◆ **WHAT YOU ARE ASKED TO DO**
Of the entries below, copy only those lines that contain the word "image".

======== EXCERPTED RECORDS

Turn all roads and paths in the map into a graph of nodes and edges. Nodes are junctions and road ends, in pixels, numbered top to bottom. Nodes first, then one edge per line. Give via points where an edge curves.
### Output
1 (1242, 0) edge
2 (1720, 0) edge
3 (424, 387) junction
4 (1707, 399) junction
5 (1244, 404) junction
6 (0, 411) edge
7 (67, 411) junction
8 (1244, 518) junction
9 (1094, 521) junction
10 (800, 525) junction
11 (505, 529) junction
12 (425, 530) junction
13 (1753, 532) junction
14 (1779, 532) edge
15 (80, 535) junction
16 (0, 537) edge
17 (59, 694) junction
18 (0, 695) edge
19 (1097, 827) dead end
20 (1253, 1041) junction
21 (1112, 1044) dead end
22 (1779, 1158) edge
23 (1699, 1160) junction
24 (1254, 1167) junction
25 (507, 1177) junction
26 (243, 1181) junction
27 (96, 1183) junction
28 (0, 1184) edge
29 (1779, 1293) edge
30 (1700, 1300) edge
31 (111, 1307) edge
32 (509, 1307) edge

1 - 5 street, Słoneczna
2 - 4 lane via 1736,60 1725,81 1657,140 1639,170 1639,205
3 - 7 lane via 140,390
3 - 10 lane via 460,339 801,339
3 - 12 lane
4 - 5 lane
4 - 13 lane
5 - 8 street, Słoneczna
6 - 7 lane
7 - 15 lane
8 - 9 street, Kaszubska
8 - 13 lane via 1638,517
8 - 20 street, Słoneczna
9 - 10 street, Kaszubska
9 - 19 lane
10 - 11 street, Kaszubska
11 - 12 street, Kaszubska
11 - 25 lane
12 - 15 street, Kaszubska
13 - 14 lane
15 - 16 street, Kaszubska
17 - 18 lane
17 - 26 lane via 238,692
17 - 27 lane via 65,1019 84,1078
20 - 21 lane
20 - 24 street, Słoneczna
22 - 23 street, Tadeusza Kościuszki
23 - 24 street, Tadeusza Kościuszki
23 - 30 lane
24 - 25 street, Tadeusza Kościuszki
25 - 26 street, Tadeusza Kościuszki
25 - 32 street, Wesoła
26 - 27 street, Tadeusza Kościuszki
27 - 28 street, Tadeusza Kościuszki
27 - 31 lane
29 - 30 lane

================
======== EXCERPTED RECORDS

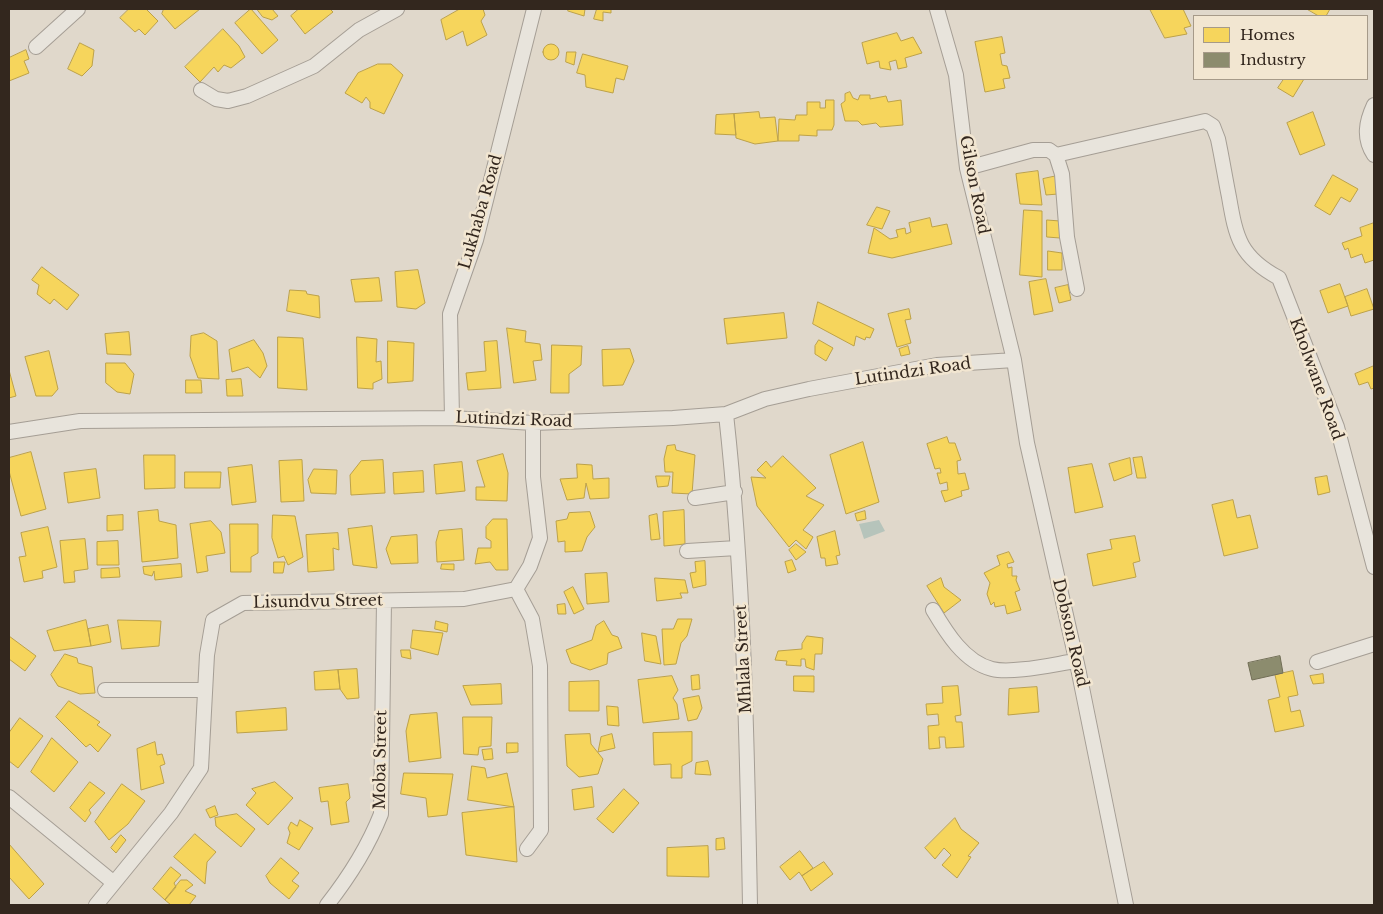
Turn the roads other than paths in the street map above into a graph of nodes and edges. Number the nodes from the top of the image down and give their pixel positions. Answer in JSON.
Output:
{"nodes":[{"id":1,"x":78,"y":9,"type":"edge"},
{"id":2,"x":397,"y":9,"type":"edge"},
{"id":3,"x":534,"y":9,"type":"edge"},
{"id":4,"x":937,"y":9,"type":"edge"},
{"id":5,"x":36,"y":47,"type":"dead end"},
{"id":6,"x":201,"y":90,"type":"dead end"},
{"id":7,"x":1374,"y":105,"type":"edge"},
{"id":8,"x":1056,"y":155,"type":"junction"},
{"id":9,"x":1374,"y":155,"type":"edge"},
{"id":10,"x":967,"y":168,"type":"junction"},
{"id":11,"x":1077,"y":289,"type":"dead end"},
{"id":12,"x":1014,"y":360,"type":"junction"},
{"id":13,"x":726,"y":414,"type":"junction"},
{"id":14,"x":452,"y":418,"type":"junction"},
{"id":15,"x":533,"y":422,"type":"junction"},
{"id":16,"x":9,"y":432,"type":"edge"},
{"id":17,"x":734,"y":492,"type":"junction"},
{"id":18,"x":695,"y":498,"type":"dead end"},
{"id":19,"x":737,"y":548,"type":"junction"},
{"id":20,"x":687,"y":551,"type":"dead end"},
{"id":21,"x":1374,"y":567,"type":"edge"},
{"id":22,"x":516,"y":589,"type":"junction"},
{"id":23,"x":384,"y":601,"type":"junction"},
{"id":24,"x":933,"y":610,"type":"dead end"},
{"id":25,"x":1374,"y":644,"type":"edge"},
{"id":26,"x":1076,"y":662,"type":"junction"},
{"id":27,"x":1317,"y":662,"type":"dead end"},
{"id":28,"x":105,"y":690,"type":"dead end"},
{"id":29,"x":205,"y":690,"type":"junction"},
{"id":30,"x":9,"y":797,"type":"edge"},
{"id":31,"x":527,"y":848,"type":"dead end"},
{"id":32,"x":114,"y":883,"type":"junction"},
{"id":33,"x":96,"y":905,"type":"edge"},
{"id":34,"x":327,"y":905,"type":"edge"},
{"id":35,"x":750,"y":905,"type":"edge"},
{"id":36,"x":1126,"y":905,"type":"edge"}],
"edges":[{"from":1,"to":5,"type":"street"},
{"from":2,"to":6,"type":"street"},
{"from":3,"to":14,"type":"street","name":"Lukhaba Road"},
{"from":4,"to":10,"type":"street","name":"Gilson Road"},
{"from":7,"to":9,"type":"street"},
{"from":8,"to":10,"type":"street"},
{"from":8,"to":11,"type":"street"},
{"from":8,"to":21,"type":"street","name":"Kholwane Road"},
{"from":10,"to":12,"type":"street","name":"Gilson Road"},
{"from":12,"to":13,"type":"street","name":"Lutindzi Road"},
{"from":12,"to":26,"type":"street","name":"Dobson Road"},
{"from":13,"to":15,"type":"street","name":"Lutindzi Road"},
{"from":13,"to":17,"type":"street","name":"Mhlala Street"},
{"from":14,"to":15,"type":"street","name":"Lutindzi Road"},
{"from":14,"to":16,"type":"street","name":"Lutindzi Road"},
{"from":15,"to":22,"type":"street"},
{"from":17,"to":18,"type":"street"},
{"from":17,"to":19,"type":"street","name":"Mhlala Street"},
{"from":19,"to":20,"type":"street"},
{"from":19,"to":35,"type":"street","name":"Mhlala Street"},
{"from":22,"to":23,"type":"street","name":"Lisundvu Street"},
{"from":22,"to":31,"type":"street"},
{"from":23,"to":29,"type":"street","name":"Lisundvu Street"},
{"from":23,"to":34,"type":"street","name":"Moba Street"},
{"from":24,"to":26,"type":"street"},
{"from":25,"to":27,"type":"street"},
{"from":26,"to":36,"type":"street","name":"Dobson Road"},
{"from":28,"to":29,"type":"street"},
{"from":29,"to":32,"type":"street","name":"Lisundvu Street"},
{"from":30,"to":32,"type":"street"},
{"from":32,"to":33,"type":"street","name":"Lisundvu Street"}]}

================
======== EXCERPTED RECORDS

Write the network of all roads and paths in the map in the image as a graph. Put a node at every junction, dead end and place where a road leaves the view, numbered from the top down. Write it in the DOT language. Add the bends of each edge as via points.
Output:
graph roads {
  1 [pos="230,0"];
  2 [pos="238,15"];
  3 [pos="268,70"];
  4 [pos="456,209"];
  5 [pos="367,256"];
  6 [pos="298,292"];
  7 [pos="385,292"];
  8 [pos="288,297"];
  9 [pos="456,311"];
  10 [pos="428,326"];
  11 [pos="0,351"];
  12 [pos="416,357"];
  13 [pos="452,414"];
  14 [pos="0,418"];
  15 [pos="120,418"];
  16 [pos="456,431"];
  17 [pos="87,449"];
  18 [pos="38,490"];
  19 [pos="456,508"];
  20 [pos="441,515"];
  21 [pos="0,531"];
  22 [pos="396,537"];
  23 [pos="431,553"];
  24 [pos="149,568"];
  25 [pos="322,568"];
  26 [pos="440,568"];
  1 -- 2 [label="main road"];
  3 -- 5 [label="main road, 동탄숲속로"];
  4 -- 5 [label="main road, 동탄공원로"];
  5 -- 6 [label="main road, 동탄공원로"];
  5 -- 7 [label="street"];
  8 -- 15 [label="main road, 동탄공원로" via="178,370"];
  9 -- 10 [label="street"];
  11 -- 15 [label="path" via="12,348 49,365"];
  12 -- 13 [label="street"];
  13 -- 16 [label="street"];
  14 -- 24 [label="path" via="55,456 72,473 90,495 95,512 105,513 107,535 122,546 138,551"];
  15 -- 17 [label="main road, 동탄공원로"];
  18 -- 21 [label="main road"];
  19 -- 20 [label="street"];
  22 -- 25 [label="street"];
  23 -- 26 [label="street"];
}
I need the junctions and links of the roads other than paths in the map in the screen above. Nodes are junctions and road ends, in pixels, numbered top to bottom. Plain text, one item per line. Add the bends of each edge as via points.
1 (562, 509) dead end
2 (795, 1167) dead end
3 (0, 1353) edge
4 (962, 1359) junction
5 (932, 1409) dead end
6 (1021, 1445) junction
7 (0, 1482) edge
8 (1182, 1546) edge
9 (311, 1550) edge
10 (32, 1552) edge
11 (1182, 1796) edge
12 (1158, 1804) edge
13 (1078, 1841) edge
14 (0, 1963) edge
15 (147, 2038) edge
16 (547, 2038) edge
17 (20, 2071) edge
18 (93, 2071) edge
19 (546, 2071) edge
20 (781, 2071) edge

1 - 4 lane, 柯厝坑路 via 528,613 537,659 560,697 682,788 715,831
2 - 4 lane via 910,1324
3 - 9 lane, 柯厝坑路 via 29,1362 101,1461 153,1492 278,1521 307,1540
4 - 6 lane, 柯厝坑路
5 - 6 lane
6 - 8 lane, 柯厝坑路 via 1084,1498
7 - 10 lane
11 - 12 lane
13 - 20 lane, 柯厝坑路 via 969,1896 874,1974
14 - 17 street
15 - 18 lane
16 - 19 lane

================

◆ **ANSWER BOX**
Turn the roads other than paths in the street map above into a graph of nodes and edges. Number the nodes from the top of the image down and give their pixel positions. Answer in JSON.
Write the network of all roads and paths in the map in the image as a graph. Put a node at every junction, dead end and place where a road leaves the view, numbered from the top down. Write it in the DOT language. Add the bends of each edge as via points.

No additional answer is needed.